Task objective: Your answer must consist of the records exactly as given, with no pictures included.

*** Opening Available records ***

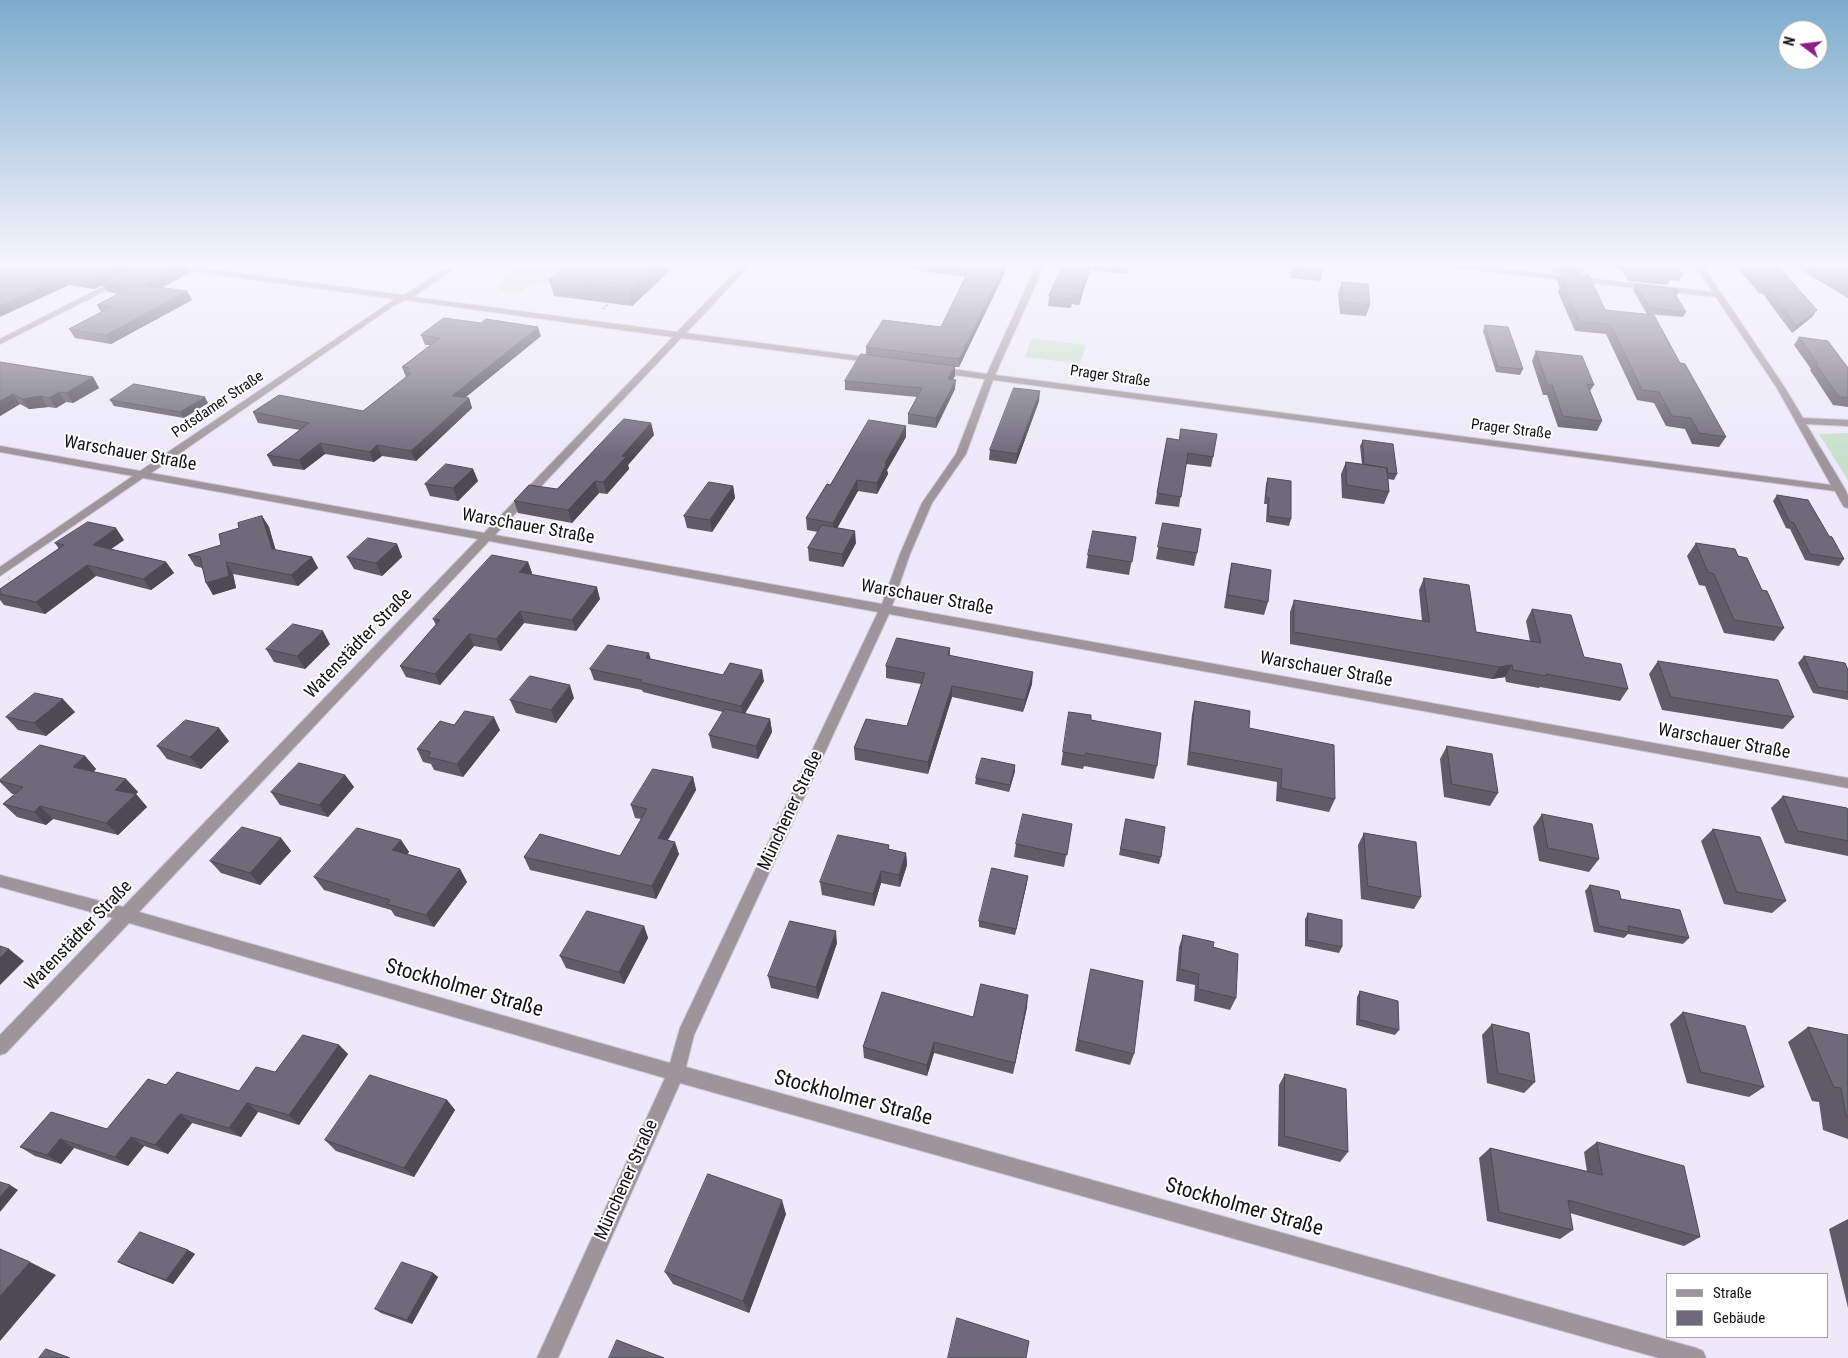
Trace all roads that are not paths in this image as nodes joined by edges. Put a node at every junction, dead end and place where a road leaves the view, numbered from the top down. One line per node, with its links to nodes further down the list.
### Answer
1 (25, 329): 8 (street)
2 (353, 329): 15 (street, Potsdamer Straße)
3 (638, 329): 7 (street)
4 (685, 329): 7 (street, Watenstädter Straße)
5 (1011, 329): 11 (street, Münchener Straße)
6 (1742, 329): 12 (street)
7 (680, 335): 9 (street); 18 (street, Watenstädter Straße)
8 (0, 342)
9 (885, 363)
10 (924, 368): 11 (street, Prager Straße)
11 (990, 377): 16 (street, Prager Straße); 20 (street, Münchener Straße)
12 (1799, 421): 13 (street); 16 (street)
13 (1848, 423)
14 (0, 449): 15 (street, Warschauer Straße)
15 (143, 474): 18 (street, Warschauer Straße); 19 (street, Potsdamer Straße)
16 (1840, 488): 17 (street)
17 (1848, 505)
18 (487, 538): 20 (street, Warschauer Straße); 23 (street, Watenstädter Straße)
19 (0, 572)
20 (886, 608): 21 (street, Warschauer Straße); 25 (street, Münchener Straße)
21 (1848, 782)
22 (0, 881): 23 (street, Stockholmer Straße)
23 (126, 915): 24 (street, Watenstädter Straße); 25 (street, Stockholmer Straße)
24 (0, 1047)
25 (676, 1073): 26 (street, Münchener Straße); 27 (street, Stockholmer Straße)
26 (546, 1358)
27 (1696, 1358)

*** Closing Available records ***

Task answer:
Trace all roads that are not paths in this image as nodes joined by edges. Put a node at every junction, dead end and place where a road leaves the view, numbered from the top down. One line per node, with its links to nodes further down the list.
### Answer
1 (25, 329): 8 (street)
2 (353, 329): 15 (street, Potsdamer Straße)
3 (638, 329): 7 (street)
4 (685, 329): 7 (street, Watenstädter Straße)
5 (1011, 329): 11 (street, Münchener Straße)
6 (1742, 329): 12 (street)
7 (680, 335): 9 (street); 18 (street, Watenstädter Straße)
8 (0, 342)
9 (885, 363)
10 (924, 368): 11 (street, Prager Straße)
11 (990, 377): 16 (street, Prager Straße); 20 (street, Münchener Straße)
12 (1799, 421): 13 (street); 16 (street)
13 (1848, 423)
14 (0, 449): 15 (street, Warschauer Straße)
15 (143, 474): 18 (street, Warschauer Straße); 19 (street, Potsdamer Straße)
16 (1840, 488): 17 (street)
17 (1848, 505)
18 (487, 538): 20 (street, Warschauer Straße); 23 (street, Watenstädter Straße)
19 (0, 572)
20 (886, 608): 21 (street, Warschauer Straße); 25 (street, Münchener Straße)
21 (1848, 782)
22 (0, 881): 23 (street, Stockholmer Straße)
23 (126, 915): 24 (street, Watenstädter Straße); 25 (street, Stockholmer Straße)
24 (0, 1047)
25 (676, 1073): 26 (street, Münchener Straße); 27 (street, Stockholmer Straße)
26 (546, 1358)
27 (1696, 1358)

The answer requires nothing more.